Spinach, lettuce, peanut butter and ground beef are just a few of the foods that have been recalled in recent years because of contamination by dangerous pathogens. And just last week the Topps Meat Company expanded a recall of ground beef to include almost 21.7 million pounds of frozen beef products because the beef might be related to at least 25 illnesses in the eastern United States. It was the largest food recall in history.
Iowa Sen. Tom Harkin, chairman of the Senate Agriculture Committee, has announced he would be adding legislation in the 2007 Farm Bill that will mandate a “Presidential Commission in Food Safety.” This commission would be tasked with examining where gaps and weaknesses exist in food safety regulations.

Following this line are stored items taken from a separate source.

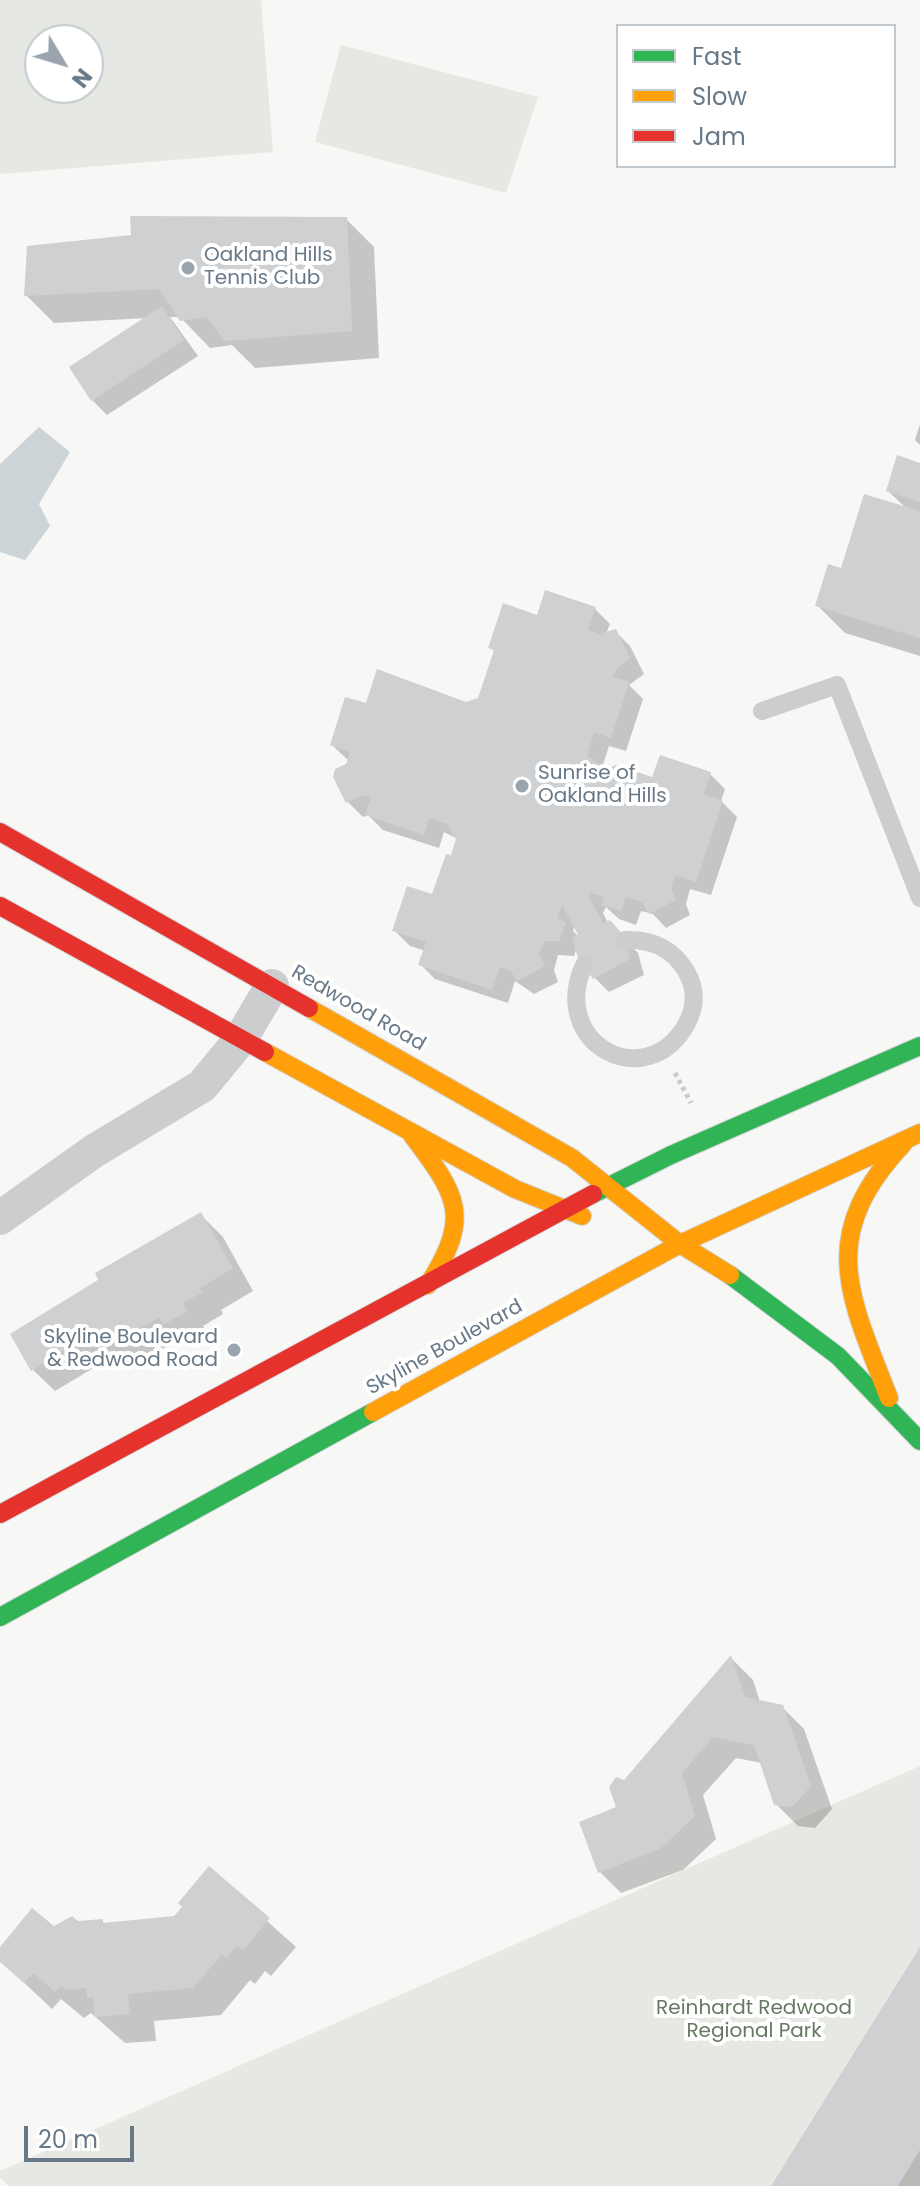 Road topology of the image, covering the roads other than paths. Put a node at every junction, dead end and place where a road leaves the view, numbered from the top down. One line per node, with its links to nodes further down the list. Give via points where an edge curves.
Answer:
1 (762, 711): 3 (lane, via 837,685)
2 (0, 832): 7 (main road, Redwood Road)
3 (920, 898)
4 (0, 906): 8 (main road)
5 (625, 940): 6 (lane, via 660,945 677,958 695,994 681,1034 663,1050 627,1058 590,1040 574,1002)
6 (584, 965)
7 (272, 986): 8 (street); 12 (main road, Redwood Road, via 572,1158)
8 (240, 1040): 10 (main road); 14 (street, via 202,1086 94,1151)
9 (920, 1046): 12 (main road)
10 (408, 1130): 13 (main road); 18 (main road, via 442,1175 459,1214 450,1254)
11 (913, 1136): 17 (main road, Skyline Boulevard); 19 (main road, via 870,1182 855,1213 845,1254 849,1292)
12 (608, 1186): 13 (main road); 17 (main road, Redwood Road)
13 (562, 1210): 15 (main road); 18 (main road)
14 (0, 1218)
15 (606, 1223)
16 (636, 1232): 17 (main road, Redwood Road)
17 (680, 1244): 19 (main road, Redwood Road, via 838,1356); 22 (main road, Skyline Boulevard)
18 (428, 1285): 21 (main road)
19 (894, 1412): 20 (main road, Redwood Road)
20 (920, 1441)
21 (0, 1514)
22 (0, 1617) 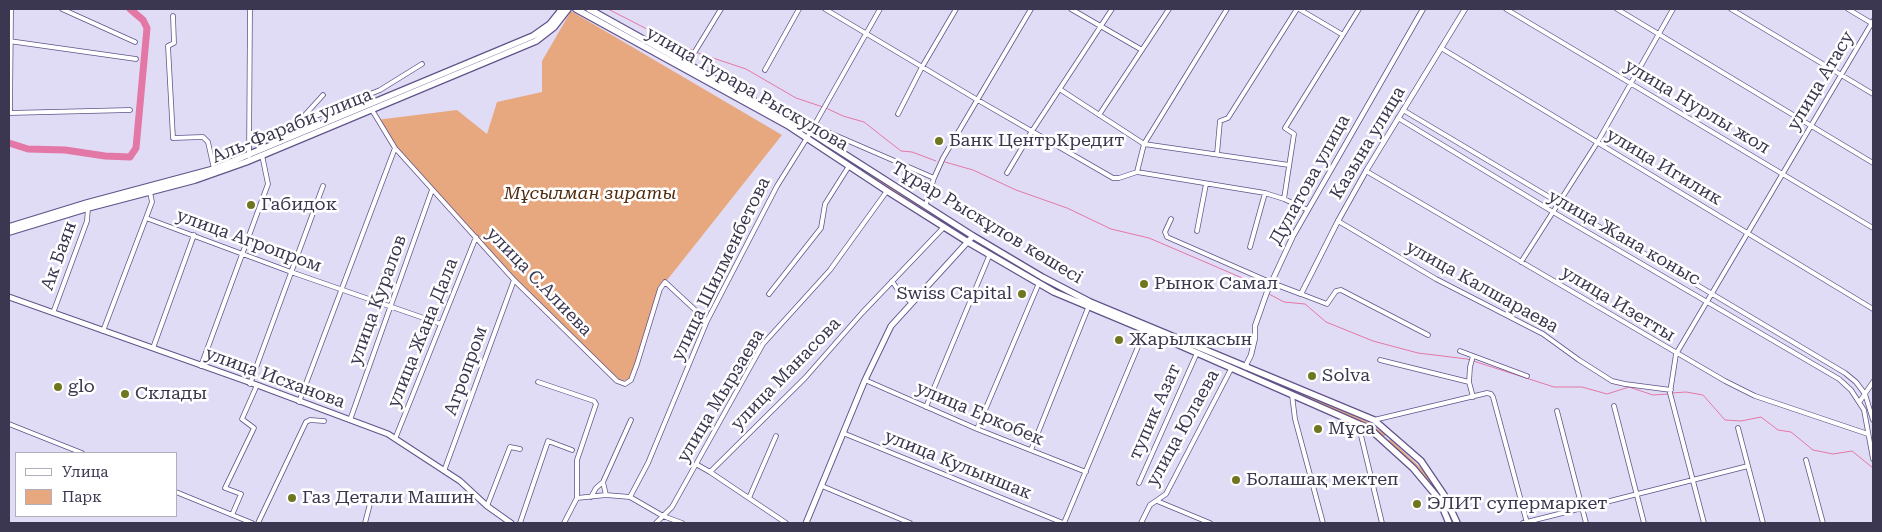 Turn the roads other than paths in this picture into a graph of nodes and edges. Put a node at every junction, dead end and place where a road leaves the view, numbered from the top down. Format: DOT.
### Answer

Currently two federal departments oversee different aspects of food safety regulations, the U.S. Department of Agriculture and the Food and Drug Administration. A panel announced by the Bush Administration this year will be reviewing regulations of imported foods. But Harkin said in a press release that that’s not enough to ensure the safety of the food supply across the nation.
He said it’s a “short-sighted goal given the increasing number of food safety recalls,” and that an examination of the safety of both domestic and imported food is needed.
Harkin included a presidential commission on food safety in the 2002 Farm Bill, but that provision of the bill was never implemented by the USDA.
In addition to mandating the food safety commission, Harkin has included a provision in the 2007 Farm Bill intended to strengthen safety regulations of fresh produce. That legislation would give the FDA the authority to make its current voluntary guidelines for produce into mandatory regulations.